◆ Task inputs:
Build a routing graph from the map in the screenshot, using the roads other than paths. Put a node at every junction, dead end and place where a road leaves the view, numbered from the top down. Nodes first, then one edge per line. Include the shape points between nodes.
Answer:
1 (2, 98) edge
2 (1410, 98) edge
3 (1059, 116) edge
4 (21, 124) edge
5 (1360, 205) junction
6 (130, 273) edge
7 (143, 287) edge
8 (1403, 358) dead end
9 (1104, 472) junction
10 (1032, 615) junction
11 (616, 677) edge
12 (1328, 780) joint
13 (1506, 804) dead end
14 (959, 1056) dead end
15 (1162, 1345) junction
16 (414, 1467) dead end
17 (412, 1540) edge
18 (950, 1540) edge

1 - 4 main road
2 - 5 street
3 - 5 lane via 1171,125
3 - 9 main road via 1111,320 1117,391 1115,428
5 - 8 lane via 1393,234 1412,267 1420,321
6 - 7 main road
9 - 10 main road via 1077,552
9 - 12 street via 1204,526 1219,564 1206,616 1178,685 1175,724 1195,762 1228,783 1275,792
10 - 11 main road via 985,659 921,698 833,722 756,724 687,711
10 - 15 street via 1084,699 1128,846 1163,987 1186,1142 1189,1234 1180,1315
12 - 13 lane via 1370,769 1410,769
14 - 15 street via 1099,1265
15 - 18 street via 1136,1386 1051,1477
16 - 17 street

◆ Work to complete: Repeat each record verbatim.

◆ Answer to the problem:
Build a routing graph from the map in the screenshot, using the roads other than paths. Put a node at every junction, dead end and place where a road leaves the view, numbered from the top down. Nodes first, then one edge per line. Include the shape points between nodes.
Answer:
1 (2, 98) edge
2 (1410, 98) edge
3 (1059, 116) edge
4 (21, 124) edge
5 (1360, 205) junction
6 (130, 273) edge
7 (143, 287) edge
8 (1403, 358) dead end
9 (1104, 472) junction
10 (1032, 615) junction
11 (616, 677) edge
12 (1328, 780) joint
13 (1506, 804) dead end
14 (959, 1056) dead end
15 (1162, 1345) junction
16 (414, 1467) dead end
17 (412, 1540) edge
18 (950, 1540) edge

1 - 4 main road
2 - 5 street
3 - 5 lane via 1171,125
3 - 9 main road via 1111,320 1117,391 1115,428
5 - 8 lane via 1393,234 1412,267 1420,321
6 - 7 main road
9 - 10 main road via 1077,552
9 - 12 street via 1204,526 1219,564 1206,616 1178,685 1175,724 1195,762 1228,783 1275,792
10 - 11 main road via 985,659 921,698 833,722 756,724 687,711
10 - 15 street via 1084,699 1128,846 1163,987 1186,1142 1189,1234 1180,1315
12 - 13 lane via 1370,769 1410,769
14 - 15 street via 1099,1265
15 - 18 street via 1136,1386 1051,1477
16 - 17 street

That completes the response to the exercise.